• _Work task_:
When a line of the entries contains the word "dead", report that line.
[Data provided Boundary: Start]
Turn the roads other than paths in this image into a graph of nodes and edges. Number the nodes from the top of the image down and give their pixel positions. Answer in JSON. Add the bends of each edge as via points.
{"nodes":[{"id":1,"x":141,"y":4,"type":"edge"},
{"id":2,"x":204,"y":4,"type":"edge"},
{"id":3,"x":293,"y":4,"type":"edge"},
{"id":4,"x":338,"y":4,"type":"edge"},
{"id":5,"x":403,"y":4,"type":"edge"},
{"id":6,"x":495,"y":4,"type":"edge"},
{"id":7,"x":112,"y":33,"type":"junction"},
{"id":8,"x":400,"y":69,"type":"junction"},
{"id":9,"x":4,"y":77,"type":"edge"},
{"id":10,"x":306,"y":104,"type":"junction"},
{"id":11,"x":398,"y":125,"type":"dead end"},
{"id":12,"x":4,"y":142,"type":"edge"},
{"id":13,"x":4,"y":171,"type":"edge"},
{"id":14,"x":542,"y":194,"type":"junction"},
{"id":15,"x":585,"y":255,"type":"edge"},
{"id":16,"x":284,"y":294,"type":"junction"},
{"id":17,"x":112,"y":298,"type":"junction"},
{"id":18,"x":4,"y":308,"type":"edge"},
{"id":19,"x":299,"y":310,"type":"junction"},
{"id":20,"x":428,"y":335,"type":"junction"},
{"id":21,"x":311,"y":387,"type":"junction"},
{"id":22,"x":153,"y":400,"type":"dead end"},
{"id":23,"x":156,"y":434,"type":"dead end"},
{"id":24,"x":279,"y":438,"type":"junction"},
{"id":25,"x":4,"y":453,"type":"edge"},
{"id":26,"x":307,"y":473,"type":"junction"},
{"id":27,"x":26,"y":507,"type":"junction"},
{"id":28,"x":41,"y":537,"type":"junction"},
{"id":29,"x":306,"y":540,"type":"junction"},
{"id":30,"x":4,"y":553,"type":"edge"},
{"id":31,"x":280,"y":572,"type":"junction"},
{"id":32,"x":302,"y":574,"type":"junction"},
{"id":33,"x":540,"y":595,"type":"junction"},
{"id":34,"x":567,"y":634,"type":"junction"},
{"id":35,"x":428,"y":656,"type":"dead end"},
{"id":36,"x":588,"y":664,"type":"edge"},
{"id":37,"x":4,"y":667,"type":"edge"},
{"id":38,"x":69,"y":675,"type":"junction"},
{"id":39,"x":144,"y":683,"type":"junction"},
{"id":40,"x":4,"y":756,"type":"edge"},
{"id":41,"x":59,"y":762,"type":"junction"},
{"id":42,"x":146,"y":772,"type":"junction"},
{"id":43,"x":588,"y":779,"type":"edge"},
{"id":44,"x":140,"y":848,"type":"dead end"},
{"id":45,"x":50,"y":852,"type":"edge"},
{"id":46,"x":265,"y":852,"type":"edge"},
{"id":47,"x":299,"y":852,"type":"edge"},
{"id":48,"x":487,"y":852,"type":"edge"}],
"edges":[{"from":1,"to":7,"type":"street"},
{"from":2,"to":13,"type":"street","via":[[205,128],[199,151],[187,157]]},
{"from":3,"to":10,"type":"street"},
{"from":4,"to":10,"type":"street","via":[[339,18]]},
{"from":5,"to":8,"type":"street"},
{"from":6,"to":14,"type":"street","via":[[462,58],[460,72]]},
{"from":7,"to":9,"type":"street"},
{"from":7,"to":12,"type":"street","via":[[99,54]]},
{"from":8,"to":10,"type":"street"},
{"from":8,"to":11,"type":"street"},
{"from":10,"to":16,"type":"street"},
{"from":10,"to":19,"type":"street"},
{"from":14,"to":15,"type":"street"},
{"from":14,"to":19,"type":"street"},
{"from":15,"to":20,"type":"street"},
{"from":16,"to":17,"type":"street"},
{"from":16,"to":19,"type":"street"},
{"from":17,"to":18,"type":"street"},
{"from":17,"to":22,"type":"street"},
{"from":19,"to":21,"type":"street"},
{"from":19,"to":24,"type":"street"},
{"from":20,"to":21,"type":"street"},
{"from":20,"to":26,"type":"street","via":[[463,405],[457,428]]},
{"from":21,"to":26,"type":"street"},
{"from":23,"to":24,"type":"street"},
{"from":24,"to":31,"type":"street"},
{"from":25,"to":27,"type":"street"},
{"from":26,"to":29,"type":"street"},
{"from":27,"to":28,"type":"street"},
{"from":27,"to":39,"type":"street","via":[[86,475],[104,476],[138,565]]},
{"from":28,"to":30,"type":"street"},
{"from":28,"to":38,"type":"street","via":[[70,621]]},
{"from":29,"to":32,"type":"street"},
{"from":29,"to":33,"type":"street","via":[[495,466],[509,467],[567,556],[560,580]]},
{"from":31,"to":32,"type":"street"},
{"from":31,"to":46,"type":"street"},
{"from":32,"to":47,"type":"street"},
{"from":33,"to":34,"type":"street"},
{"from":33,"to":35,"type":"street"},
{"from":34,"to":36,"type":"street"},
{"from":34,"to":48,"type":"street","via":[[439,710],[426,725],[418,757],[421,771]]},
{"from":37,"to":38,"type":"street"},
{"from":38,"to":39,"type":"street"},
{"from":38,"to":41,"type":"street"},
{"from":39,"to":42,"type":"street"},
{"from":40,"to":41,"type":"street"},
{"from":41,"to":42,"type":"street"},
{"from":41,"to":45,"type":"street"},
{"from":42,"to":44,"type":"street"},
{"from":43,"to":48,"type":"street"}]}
[Data provided Boundary: End]
• _Task solution_:
{"id":11,"x":398,"y":125,"type":"dead end"},
{"id":22,"x":153,"y":400,"type":"dead end"},
{"id":23,"x":156,"y":434,"type":"dead end"},
{"id":35,"x":428,"y":656,"type":"dead end"},
{"id":44,"x":140,"y":848,"type":"dead end"},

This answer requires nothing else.